* [What you have to do]
Copy each line containing the word "Evaristo" from the records that follow, please.

**** Data in this exercise

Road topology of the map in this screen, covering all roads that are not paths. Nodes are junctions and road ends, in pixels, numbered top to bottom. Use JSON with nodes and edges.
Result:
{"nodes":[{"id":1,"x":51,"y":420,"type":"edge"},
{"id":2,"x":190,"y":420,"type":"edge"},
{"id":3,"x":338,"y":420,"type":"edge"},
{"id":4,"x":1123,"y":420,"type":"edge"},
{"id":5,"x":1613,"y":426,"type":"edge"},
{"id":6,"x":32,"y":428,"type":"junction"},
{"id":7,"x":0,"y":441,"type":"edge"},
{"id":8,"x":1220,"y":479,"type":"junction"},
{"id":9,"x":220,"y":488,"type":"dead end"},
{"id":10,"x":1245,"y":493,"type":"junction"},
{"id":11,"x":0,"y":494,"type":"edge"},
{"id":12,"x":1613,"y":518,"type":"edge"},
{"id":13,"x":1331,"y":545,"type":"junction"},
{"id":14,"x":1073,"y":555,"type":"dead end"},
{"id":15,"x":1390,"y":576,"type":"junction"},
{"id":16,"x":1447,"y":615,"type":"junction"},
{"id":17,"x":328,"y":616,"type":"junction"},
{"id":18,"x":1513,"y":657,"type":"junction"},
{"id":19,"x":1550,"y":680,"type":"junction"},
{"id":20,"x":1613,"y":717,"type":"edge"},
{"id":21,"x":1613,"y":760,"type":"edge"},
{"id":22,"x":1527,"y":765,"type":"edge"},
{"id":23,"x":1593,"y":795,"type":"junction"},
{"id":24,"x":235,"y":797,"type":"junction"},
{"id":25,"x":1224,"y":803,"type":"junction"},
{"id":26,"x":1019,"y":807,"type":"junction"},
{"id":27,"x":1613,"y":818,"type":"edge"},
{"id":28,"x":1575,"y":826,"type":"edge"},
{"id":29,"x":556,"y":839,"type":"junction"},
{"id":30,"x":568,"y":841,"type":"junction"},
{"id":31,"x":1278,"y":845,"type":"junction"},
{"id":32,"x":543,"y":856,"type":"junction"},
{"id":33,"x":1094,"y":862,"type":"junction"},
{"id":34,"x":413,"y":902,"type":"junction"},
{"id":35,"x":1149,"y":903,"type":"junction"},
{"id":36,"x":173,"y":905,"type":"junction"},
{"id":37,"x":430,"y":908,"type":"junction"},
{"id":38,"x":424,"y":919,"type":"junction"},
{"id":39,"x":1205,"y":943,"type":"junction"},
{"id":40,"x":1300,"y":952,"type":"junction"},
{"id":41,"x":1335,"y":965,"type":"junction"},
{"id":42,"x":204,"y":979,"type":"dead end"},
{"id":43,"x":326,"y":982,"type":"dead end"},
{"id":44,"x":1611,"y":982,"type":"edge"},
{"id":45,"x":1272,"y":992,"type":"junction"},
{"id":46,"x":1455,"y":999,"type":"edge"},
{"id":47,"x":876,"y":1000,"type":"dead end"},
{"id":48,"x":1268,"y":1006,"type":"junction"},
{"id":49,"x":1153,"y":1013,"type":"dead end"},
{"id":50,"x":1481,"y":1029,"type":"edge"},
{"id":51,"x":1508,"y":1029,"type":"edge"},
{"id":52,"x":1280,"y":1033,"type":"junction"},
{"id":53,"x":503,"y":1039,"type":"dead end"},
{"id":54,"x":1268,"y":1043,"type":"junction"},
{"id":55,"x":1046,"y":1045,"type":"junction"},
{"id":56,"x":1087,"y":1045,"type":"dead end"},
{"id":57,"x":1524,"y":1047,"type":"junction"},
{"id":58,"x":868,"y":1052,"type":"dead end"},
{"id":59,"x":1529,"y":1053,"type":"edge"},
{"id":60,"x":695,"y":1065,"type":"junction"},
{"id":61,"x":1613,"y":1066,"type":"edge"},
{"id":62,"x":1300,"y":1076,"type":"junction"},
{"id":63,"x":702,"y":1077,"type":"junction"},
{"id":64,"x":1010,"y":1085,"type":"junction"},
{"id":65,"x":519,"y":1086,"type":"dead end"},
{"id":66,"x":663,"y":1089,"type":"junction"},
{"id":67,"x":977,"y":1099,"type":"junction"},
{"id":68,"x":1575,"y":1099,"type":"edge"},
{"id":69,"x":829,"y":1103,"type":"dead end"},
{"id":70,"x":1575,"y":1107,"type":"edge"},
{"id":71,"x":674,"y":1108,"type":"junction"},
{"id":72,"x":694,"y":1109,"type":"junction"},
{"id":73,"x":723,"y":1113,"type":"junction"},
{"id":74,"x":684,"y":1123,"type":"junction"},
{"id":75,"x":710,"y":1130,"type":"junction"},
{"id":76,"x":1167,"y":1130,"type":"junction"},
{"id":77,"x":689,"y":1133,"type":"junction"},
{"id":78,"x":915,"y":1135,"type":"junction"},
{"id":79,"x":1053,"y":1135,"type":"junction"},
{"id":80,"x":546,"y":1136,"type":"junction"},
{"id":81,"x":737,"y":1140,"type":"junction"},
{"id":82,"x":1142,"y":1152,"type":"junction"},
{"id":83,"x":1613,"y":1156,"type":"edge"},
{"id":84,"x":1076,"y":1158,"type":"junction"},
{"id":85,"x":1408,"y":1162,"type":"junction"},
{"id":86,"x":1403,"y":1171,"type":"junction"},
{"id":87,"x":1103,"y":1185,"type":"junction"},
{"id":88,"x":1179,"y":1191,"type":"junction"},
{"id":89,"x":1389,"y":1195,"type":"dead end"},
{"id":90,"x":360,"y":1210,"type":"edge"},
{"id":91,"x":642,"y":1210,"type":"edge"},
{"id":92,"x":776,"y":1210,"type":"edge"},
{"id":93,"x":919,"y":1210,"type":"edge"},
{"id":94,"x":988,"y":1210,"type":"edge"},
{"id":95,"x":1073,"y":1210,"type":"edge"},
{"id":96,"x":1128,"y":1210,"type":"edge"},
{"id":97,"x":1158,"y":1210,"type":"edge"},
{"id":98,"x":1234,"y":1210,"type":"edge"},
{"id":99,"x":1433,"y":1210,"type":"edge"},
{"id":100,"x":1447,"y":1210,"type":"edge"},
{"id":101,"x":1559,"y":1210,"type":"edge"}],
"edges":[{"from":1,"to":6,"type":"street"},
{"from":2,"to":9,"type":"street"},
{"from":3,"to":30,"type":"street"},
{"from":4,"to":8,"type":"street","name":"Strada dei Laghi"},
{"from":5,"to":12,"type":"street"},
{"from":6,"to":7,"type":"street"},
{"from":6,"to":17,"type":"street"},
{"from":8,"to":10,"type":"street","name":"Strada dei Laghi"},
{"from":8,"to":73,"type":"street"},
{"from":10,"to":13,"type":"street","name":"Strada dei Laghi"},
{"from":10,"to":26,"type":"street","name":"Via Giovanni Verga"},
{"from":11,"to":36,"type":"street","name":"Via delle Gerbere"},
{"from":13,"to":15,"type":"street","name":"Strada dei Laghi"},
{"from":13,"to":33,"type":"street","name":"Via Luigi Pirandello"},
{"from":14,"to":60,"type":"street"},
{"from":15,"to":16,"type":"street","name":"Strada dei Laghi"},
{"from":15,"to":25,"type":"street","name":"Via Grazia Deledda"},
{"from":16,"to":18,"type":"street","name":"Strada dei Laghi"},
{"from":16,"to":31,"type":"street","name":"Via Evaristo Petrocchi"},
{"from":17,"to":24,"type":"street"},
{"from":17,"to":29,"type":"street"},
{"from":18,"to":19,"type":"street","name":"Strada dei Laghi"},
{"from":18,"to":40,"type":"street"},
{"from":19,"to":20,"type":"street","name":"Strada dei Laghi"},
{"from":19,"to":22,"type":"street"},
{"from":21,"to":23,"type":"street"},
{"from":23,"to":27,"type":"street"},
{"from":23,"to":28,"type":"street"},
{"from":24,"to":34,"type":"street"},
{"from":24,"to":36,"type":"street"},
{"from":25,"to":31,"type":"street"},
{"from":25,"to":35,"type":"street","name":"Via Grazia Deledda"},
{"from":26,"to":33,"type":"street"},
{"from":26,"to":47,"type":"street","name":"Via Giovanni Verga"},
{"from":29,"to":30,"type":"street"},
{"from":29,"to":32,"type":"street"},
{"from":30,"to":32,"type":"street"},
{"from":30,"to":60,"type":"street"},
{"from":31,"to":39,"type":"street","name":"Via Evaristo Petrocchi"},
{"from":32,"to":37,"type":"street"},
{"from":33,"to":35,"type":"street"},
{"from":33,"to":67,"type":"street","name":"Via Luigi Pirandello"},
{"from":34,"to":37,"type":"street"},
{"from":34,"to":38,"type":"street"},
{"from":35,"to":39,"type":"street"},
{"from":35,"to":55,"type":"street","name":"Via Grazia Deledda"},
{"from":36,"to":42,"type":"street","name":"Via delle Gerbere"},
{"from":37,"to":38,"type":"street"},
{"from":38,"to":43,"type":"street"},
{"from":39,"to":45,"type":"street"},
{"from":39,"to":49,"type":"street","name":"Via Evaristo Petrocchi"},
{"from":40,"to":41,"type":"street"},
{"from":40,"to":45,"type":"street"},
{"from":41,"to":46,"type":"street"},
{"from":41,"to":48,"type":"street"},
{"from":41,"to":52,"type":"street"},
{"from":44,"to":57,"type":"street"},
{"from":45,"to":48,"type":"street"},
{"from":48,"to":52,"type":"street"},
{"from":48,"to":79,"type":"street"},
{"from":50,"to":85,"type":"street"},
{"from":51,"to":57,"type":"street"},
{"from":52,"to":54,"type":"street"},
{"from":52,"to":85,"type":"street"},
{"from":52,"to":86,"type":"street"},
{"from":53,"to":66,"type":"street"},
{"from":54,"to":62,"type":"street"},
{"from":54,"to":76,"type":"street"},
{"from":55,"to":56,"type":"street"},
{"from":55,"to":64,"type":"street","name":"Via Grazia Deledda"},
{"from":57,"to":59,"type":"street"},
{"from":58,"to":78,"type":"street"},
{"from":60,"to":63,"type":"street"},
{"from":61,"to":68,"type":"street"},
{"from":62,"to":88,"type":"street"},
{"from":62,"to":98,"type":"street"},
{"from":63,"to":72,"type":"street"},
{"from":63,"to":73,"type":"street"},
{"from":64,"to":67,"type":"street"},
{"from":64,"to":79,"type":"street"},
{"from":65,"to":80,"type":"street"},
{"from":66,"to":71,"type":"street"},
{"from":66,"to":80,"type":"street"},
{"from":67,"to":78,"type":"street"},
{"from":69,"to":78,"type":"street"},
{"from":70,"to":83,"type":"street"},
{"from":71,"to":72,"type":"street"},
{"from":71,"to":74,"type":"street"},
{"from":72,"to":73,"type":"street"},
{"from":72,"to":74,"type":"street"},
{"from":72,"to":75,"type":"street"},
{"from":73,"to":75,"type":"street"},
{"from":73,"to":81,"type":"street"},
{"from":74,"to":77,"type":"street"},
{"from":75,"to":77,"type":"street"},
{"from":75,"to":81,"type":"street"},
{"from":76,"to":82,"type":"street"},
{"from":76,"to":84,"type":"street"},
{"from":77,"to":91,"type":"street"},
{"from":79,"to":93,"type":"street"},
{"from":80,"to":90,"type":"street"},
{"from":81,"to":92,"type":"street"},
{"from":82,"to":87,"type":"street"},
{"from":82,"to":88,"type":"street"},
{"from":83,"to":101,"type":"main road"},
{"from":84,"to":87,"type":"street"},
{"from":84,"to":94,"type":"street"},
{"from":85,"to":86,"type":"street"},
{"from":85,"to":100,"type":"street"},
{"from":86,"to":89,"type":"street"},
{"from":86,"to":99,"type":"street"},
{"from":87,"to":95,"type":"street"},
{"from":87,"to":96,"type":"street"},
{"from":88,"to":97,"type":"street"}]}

********

* [Answer for this exercise]
{"from":16,"to":31,"type":"street","name":"Via Evaristo Petrocchi"},
{"from":31,"to":39,"type":"street","name":"Via Evaristo Petrocchi"},
{"from":39,"to":49,"type":"street","name":"Via Evaristo Petrocchi"},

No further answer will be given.